Глава XVIII

Так Ван-Лун создавал благополучие своей семьи. И на седьмой год большая река на севере вышла из берегов от обильных дождей и снегов на северо-западе, где находились ее истоки, сломала все плотины и хлынула на поля этой области и затопила их. Но Ван-Лун был спокоен. Он не дрожал за будущее, хотя две пятых его земли стали озером, глубиной по плечо человеку и даже больше.

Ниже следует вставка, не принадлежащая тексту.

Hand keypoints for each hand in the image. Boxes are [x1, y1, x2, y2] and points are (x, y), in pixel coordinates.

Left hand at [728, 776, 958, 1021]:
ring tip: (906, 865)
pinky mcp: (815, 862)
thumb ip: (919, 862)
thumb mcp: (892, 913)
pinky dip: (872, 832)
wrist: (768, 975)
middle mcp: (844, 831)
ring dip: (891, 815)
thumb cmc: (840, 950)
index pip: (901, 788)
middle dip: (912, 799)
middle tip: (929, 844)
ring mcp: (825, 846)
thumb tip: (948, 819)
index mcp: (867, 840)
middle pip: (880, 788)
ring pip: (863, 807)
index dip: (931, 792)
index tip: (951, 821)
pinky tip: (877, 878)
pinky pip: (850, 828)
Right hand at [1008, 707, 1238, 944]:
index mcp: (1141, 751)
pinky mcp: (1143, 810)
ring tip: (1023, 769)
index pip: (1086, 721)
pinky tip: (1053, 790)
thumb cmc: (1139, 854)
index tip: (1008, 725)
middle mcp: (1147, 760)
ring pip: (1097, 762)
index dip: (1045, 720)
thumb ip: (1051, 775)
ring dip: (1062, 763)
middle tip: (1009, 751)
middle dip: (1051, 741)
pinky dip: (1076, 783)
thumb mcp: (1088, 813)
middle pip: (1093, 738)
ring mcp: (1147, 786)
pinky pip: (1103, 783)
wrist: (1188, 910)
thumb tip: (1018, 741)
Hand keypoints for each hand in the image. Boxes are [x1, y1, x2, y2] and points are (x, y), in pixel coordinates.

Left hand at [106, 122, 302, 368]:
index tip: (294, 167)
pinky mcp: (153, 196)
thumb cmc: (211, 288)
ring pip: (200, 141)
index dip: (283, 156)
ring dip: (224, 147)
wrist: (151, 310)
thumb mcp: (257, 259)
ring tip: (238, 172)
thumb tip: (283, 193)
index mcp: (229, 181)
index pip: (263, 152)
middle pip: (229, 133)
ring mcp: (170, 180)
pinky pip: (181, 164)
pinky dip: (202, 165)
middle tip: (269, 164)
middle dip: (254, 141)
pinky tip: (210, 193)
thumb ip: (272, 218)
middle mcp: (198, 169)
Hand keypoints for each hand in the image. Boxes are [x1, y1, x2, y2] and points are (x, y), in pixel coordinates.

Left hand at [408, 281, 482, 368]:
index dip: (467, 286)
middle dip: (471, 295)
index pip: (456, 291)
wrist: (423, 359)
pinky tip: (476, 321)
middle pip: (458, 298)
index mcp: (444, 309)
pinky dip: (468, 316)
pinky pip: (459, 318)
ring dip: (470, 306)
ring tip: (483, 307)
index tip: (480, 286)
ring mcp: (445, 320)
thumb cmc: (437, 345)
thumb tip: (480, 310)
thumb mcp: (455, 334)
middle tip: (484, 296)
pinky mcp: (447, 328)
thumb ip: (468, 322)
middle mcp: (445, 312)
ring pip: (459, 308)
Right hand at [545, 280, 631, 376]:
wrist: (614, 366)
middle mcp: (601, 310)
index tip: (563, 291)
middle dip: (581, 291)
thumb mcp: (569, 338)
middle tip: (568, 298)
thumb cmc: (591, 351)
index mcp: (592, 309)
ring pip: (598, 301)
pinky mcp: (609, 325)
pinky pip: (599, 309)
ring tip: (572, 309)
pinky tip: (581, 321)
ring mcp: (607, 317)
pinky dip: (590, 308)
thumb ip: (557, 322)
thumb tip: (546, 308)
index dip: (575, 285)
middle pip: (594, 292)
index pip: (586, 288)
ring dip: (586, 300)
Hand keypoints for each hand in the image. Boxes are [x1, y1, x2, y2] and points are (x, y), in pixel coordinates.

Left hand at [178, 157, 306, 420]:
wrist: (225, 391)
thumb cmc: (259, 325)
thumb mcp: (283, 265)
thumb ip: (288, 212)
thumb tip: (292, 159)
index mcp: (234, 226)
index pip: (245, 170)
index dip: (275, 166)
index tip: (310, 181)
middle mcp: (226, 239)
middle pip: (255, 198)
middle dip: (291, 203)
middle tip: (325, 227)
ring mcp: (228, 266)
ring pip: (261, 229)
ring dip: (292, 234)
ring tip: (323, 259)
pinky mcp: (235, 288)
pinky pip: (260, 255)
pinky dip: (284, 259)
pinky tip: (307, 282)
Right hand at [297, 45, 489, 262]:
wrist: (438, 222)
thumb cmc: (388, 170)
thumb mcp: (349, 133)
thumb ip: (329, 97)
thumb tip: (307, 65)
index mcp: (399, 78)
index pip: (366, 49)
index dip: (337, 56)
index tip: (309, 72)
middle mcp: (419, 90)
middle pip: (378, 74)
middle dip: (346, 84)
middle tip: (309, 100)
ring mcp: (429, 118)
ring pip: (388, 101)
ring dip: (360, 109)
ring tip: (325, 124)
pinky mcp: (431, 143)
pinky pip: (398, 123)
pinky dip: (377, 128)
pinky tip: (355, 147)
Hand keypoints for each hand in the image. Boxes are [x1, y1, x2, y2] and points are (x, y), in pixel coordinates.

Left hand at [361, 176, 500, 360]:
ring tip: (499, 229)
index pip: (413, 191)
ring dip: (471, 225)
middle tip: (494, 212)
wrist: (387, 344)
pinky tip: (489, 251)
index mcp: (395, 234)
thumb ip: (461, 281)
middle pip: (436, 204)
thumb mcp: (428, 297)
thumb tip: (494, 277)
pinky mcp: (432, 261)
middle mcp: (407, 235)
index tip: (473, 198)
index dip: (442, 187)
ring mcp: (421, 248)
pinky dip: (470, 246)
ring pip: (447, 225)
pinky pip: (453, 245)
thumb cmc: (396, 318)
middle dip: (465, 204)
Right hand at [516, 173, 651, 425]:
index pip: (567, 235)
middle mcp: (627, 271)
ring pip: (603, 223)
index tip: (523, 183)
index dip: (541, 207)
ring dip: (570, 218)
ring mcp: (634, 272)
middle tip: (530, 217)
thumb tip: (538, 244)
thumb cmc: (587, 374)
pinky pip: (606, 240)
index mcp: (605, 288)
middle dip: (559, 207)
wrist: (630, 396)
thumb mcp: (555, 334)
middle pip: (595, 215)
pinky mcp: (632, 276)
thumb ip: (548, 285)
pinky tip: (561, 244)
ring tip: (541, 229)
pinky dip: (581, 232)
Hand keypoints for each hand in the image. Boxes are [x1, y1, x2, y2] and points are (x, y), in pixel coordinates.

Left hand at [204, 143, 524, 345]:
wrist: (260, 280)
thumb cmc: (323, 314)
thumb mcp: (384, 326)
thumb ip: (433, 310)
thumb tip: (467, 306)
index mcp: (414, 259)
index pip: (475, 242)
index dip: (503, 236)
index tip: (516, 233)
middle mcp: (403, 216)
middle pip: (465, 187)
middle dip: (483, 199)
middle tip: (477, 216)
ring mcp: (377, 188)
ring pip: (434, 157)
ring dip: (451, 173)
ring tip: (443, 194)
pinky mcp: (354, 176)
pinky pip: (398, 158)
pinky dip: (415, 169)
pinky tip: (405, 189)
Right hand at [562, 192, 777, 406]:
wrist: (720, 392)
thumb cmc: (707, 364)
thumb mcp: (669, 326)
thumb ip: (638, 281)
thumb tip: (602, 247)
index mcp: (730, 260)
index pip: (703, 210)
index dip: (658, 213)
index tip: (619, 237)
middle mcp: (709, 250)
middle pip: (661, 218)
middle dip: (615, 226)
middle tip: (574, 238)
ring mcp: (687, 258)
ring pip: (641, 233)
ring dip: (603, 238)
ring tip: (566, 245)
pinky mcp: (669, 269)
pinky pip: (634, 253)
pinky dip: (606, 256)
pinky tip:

Весь конец весны и все начало лета вода поднималась и поднималась и наконец разлилась, словно море, чудесное и спокойное, отражая в себе облака, и луну, и нивы, и бамбуки, стволы которых скрывались под водой. Кое-где стояли глинобитные дома, покинутые обитателями, стояли до тех пор, пока их не размывало водой и они не уходили в землю. И так было со всеми домами, которые не были выстроены на холме, как дом Ван-Луна. И такие холмы высились, словно острова, и люди плавали в город на лодках и на плотах, и были среди них такие, что голодали, как и семья Ван-Луна когда-то. Но Ван-Лун был спокоен. На хлебном рынке многие были ему должны, и его амбары были полны зерном прошлогоднего урожая; а дома его стояли высоко, и вода была далеко от них, и ему нечего было бояться.

Но так как можно было засеять очень небольшую часть земли, он оставался праздным и от праздности и хорошей пищи становился раздражительным и не знал, чем заняться, когда выспится вволю и закончит все свои дела. Кроме того, у него были работники, которых он нанимал сразу на целый год, и было бы глупо работать самому, когда они ели его рис и половину времени бездельничали, ожидая, когда спадет вода. Он только отдавал им распоряжения: починить соломенную кровлю старого дома, положить черепицы там, где протекала новая крыша, починить мотыки, и грабли, и плуги, задать корм скотине, купить уток и пустить их на воду, свить веревки из пеньки — все то, что в старое время он делал сам, когда обрабатывал землю один. Руки у него оставались теперь незанятыми, и он не знал, что с собой делать.

А человек не может сидеть целый день и смотреть на озеро, покрывающее его поля, и не может съесть больше, чем вмещает его утроба за один раз, и, выспавшись как следует, он не может больше спать. В доме, по которому он бродил в нетерпении, было тихо, слишком тихо для его кипучей крови. Старик стал очень дряхл, наполовину ослеп и почти совсем оглох, и говорить с ним было незачем, разве только для того, чтобы спросить, тепло ли ему, сыт ли он и не хочет ли он чаю. И Ван-Луна раздражало, что старик не видит, как богат его сын, и всегда бормочет, увидев в своей чашке чайные листья: «Хороша и чистая вода, а чай все равно, что серебро!» Но было бесполезно говорить что-либо старику: он сейчас же об этом забывал; и он жил, замкнувшись в каком-то своем мире, и большую часть времени ему снилось, что он снова юноша и в цвете сил; он почти не замечал, что делается вокруг.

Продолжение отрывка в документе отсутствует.